EXERCISE BRIEF
Where a picture appears, leave it out, and transcribe all the lines below exactly.

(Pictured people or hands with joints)
++++++
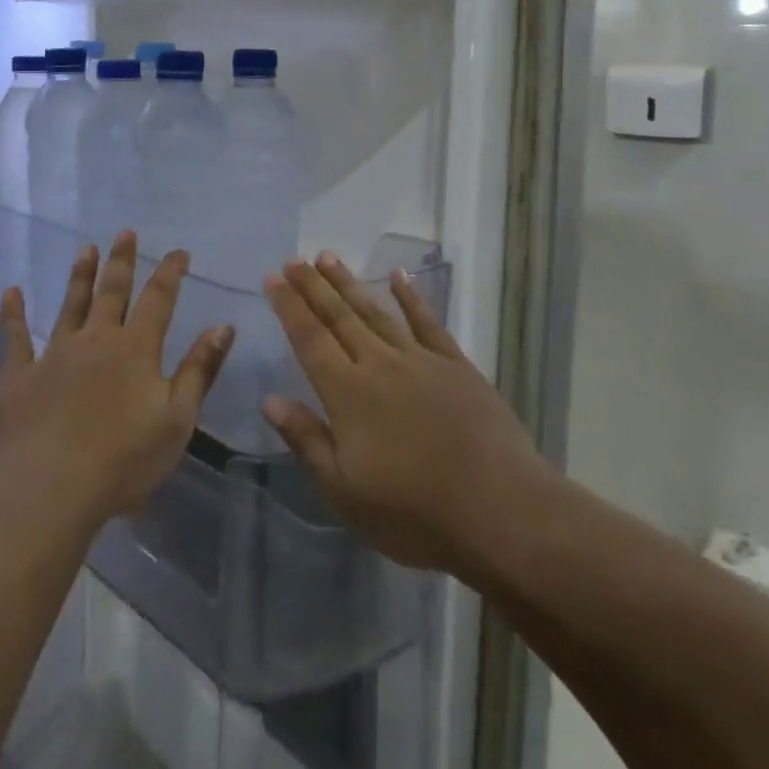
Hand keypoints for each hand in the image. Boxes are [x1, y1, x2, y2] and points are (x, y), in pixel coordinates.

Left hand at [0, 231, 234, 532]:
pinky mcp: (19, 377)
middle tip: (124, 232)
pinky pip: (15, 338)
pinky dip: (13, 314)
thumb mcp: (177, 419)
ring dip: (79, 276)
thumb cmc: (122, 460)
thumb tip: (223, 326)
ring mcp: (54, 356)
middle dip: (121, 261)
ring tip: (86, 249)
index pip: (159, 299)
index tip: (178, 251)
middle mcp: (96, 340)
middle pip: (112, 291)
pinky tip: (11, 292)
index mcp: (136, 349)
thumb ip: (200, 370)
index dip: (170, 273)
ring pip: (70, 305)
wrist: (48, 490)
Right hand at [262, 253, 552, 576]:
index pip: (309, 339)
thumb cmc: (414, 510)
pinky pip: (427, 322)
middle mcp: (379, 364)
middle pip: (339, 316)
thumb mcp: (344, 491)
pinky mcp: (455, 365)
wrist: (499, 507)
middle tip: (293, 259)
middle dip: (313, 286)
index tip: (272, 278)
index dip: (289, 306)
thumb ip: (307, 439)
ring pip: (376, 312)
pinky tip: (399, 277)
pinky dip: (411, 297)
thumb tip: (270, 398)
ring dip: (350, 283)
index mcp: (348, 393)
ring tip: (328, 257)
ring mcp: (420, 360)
++++++
EXPECTED ANSWER
Hand keypoints for each hand in the image. Boxes are [x1, y1, x2, y2] and points are (x, y), in pixel coordinates.

Left hand at [0, 231, 234, 532]:
pinky mcp: (19, 377)
middle tip: (124, 232)
pinky pip: (15, 338)
pinky dip: (13, 314)
thumb mcp: (177, 419)
ring dip: (79, 276)
thumb cmc: (122, 460)
thumb tip: (223, 326)
ring mcp: (54, 356)
middle dip: (121, 261)
ring tip: (86, 249)
index pip: (159, 299)
index tip: (178, 251)
middle mcp: (96, 340)
middle pip: (112, 291)
pinky tip: (11, 292)
index mcp: (136, 349)
thumb ip: (200, 370)
index dip: (170, 273)
ring pip: (70, 305)
wrist: (48, 490)
Right hand at [262, 253, 552, 576]:
index pip: (309, 339)
thumb cmc: (414, 510)
pinky pip: (427, 322)
middle mcp: (379, 364)
middle pip: (339, 316)
thumb mcp: (344, 491)
pinky mcp: (455, 365)
wrist: (499, 507)
middle tip: (293, 259)
middle dip: (313, 286)
index tip: (272, 278)
index dip: (289, 306)
thumb ip: (307, 439)
ring pip: (376, 312)
pinky tip: (399, 277)
pinky dip: (411, 297)
thumb tip: (270, 398)
ring dip: (350, 283)
index mcp: (348, 393)
ring tip: (328, 257)
ring mcp: (420, 360)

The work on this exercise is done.